Известно, что Соединенные Штаты скептично относятся к соглашению о создании зон деэскалации в Сирии, которое было достигнуто в ходе конференции в Астане в середине мая. Об этом в частности заявлял и.о. помощника госсекретаря США по делам Ближнего Востока Стюарт Джонс после Астаны. "Я участвовал в конференции в Астане как наблюдатель от США. На этой встрече, проводимой Турцией, Россией и Ираном, как гарантами процесса в Астане, было достигнуто соглашение о создании зон деэскалации, которые позволят сократить насилие и спасти жизни, – сказал он. – В свете провала прошлых соглашений, у нас есть причины испытывать скептицизм".
Изоляция сотрудничающего с Ираном Катара со стороны влиятельных арабских государств во главе с Саудовской Аравией, удар в сердце шиитского режима в Тегеране, активизация США на юге Сирии и помощь сирийской курдам говорит о том, что администрация Трампа пытается выстроить новые альянсы в регионе для сдерживания не только шиитских аятолл, но и в целом новоиспеченного треугольника Москва – Анкара – Тегеран.
Следует отметить немаловажное обстоятельство о том, что влиятельные израильские политики поддержали антикатарскую, антииранскую кампанию, инициированную Саудовской Аравией и ОАЭ. В частности бывший министр обороны и начальник Генштаба Израиля Моше Яалон заявил о том, что "мы, арабы сунниты, за и исключением Катара, находимся в одной лодке". Он также отметил, что больше не существует арабской коалиции против Израиля.
На таком фоне обращает на себя внимание критика со стороны Эрдогана политики ряда арабских стран по изоляции и введению санкций против Катара и неожиданное решение 8 июня турецким парламентом об увеличении контингента на военной базе Турции в этой стране. База была создана по соглашению между Турцией и Катаром от 2014 года. Этими действиями Эрдоган, с одной стороны, пытается ответить американцам за недавний неудачный визит в США (отказ, в частности, выдать Гюлена) и американскую помощь сирийским курдам, а с другой стороны, перехватить возможную инициативу со стороны Путина по урегулированию возникшего кризиса в Персидском заливе.

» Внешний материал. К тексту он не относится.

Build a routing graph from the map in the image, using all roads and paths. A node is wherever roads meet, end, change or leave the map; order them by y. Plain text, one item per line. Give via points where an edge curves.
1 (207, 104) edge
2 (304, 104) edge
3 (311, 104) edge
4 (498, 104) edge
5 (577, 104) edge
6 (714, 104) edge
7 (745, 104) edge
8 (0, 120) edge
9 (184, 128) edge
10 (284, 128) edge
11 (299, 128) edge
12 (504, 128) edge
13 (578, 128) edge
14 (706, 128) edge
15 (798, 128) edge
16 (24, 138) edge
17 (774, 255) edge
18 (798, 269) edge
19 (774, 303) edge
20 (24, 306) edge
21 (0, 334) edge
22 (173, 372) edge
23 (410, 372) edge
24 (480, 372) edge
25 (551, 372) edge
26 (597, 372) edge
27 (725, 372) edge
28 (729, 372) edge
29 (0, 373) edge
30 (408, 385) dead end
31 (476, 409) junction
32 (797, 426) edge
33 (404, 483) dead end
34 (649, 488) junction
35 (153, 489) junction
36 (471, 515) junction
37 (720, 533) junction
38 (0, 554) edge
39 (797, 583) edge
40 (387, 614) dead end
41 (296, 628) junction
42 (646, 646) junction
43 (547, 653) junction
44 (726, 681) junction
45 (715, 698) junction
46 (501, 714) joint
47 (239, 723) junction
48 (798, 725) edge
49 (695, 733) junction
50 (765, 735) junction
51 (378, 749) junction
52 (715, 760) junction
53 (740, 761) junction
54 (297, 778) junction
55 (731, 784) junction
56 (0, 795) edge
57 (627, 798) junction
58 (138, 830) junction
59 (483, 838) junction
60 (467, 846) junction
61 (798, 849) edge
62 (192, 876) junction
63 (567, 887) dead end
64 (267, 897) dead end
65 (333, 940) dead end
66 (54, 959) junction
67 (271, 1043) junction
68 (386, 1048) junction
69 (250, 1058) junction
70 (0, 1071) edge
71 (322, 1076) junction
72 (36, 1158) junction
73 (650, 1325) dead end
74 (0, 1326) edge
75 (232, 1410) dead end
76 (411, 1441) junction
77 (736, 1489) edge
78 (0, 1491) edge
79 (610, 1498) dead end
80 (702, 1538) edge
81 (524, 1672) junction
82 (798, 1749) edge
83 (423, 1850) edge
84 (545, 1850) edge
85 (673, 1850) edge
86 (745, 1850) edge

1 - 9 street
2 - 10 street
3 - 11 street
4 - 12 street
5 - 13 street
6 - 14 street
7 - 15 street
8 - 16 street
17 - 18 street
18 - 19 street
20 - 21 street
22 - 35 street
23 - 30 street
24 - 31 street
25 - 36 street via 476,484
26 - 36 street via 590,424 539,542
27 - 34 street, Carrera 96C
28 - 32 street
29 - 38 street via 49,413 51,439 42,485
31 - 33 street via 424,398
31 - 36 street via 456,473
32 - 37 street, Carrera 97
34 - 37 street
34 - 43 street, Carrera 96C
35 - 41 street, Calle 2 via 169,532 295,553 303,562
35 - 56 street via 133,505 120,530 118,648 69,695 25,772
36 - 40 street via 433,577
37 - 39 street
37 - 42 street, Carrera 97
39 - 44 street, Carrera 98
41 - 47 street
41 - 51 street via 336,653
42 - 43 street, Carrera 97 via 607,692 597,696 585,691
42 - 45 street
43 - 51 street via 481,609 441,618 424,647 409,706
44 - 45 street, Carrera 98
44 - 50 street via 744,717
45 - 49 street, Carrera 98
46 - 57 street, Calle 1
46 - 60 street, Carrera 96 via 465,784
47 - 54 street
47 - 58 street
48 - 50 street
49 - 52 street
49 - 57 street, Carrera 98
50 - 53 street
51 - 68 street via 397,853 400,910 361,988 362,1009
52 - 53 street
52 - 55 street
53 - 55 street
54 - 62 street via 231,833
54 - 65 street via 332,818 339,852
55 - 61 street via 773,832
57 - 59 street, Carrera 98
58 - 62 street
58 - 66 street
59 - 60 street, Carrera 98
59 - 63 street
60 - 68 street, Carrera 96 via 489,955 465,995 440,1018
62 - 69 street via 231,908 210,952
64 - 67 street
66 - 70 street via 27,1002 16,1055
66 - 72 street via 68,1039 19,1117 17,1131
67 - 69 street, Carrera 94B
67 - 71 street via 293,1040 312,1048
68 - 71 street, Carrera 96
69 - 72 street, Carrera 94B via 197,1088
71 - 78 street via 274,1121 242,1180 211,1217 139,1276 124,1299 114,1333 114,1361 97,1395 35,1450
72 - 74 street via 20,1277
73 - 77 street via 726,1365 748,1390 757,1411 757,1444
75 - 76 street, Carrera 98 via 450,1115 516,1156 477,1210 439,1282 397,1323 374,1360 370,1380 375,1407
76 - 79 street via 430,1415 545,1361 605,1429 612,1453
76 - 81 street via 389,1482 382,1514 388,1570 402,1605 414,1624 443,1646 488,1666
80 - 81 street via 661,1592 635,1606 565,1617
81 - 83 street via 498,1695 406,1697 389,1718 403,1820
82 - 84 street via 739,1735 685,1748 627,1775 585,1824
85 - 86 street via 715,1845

В складывающиеся обстоятельствах у Путина остается все меньше маневра для оказания влияния на ситуацию в регионе и не только потому что слишком широкий фронт формируется против Катара и Ирана и соответствующий настрой в Израиле. Главное состоит в том, что в Кремле слишком снисходительно относились к ближневосточной политике Трампа и оказались не готовы к тому что в Вашингтоне, несмотря на смену адиинистрации, все еще не отказались от концепции "Большого Ближнего Востока", над которой посмеивались в Москве.
Есть немало оснований предположить, что после наезда на иранских аятолл и симпатизирующих им катарских шейхов, очередь наступит и для другого "союзника" кремлевского православного чекиста – Эрдогана, который довел свою страну до ручки и обескровил ее непрекращающимися чистками после попытки "военного переворота". А затем и Путину придется постепенно сворачиваться из Сирии поближе к своим родным рубежам и уже там "защищаться" от коварных террористов. На дальних рубежах у него это плохо получается.